Let $U \subset \Bbb{R}^n$ be an open bounded smooth domain, let $u \in H^1_0(U)$ satisfy the Poisson equation:
$$-\Delta u = f \tag{*}$$
with $f \in L^{2}(U)$, by the classical elliptic regularity result we have the following estimate see for example here :
$$\|u\|_{H^2(U)} \le C(\|u\|_{L^2} + \|f\|_{L^2}) \tag{i}$$
Correct? However I see in some place the regularity estimate is written as follows see here:
$$\|u\|_{H^2(U)} \le C\|f\|_{L^2(U)} \tag{ii}$$
Which is a better estimate than the first one. How can I get (ii)?
More generally, Let $Lu = \sum_{i,j} (a_{ij} u_{x_i})_{x_j}$ be the elliptic operator.
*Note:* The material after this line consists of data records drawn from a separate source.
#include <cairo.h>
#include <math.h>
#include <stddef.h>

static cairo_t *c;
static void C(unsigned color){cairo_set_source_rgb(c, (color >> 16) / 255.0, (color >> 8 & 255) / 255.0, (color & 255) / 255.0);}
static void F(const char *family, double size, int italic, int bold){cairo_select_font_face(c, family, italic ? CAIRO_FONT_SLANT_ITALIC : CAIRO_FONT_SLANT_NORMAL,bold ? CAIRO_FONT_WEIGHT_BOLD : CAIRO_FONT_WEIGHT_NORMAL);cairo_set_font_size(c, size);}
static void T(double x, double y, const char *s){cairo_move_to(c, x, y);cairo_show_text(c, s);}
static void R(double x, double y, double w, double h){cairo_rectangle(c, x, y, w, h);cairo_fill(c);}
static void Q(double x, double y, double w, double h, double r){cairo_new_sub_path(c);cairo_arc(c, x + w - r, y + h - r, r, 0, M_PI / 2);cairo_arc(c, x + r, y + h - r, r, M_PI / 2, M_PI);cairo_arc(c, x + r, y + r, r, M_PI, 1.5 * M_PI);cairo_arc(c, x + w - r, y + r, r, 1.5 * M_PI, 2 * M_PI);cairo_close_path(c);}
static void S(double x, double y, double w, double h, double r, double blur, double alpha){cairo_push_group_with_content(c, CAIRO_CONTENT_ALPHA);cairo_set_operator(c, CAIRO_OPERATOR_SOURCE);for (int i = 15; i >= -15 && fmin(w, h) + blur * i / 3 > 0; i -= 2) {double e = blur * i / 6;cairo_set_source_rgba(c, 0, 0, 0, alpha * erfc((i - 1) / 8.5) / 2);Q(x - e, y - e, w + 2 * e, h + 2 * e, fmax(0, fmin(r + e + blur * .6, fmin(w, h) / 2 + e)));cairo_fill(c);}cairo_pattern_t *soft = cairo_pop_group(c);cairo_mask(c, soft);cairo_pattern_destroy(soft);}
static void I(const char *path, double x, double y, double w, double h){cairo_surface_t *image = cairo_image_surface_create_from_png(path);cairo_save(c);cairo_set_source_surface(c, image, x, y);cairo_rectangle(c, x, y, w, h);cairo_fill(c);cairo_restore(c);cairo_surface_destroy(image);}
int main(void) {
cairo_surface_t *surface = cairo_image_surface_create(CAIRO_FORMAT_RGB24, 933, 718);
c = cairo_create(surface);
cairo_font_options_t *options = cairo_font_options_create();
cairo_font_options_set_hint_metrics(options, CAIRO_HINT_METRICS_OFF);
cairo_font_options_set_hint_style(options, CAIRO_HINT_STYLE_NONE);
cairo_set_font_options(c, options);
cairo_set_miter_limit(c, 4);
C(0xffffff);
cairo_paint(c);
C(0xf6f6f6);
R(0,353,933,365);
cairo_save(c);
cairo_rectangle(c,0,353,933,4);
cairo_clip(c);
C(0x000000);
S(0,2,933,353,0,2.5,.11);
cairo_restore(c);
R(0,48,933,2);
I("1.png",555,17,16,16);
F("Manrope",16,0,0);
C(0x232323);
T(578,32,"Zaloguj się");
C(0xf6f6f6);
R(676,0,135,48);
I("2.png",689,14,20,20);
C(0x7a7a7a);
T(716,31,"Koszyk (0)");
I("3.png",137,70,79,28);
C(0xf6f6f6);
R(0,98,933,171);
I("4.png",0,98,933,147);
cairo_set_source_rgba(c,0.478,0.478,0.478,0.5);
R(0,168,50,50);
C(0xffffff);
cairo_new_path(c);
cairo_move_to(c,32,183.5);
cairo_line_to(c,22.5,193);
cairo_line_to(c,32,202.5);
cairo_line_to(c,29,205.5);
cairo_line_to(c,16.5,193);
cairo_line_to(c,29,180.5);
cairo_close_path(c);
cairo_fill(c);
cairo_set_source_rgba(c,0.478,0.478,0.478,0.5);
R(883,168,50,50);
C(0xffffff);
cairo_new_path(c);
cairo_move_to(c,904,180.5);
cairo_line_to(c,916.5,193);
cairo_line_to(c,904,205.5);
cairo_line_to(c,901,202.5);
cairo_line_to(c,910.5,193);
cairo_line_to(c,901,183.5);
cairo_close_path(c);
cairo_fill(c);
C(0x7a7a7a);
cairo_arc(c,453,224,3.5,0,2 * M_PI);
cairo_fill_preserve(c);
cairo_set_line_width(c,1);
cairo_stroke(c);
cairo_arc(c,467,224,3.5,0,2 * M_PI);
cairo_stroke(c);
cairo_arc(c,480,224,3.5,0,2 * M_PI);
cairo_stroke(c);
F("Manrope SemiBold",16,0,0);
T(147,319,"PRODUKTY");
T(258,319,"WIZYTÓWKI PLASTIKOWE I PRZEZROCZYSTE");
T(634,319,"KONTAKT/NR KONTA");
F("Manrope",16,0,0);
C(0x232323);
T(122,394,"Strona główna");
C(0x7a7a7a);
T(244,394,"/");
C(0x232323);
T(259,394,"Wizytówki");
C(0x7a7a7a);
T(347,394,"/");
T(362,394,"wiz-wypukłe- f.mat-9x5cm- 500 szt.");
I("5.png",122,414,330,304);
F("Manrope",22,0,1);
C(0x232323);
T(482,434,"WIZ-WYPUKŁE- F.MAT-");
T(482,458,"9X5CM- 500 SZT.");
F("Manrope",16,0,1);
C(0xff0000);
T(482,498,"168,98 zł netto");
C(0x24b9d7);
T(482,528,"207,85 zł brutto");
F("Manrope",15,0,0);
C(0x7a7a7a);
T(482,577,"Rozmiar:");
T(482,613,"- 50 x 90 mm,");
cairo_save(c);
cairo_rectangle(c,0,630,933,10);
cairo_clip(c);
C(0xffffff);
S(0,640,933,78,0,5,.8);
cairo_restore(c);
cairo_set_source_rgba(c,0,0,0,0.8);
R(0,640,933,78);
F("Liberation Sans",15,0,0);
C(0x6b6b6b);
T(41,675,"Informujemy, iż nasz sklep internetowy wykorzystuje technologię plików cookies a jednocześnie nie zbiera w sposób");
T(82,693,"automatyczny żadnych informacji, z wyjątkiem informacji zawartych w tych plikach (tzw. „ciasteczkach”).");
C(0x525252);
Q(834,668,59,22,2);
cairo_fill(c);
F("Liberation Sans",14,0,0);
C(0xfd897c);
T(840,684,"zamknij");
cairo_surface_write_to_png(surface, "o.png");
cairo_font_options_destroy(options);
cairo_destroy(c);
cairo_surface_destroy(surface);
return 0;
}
Then we have $$\int a_{ij} u_{x_i}u_{x_j} = (f,u)$$
Therefore by ellipticity:
$$\theta \|Du\|_{L^2(U)}^2 \le \|f\|_{L^2}\|u\|_{L^2}$$
Combine with Poincare inequality we have $$\theta \|Du\|^{2}_{L^2(U)} \le C\|f\|_{L^2}\|Du\|_{L^2}$$
Therefore $$\|Du\|_{L^2} \le C\|f\|_{L^2}$$ Combine with Pincare inequality again we have $$\|u\|_{L^2} \le C\|f\|_{L^2} \tag{**}$$
Therefore combine with (i) above we get (ii).
However when $L$ has zero or first order term the last estimate (**) in this answer does not holds.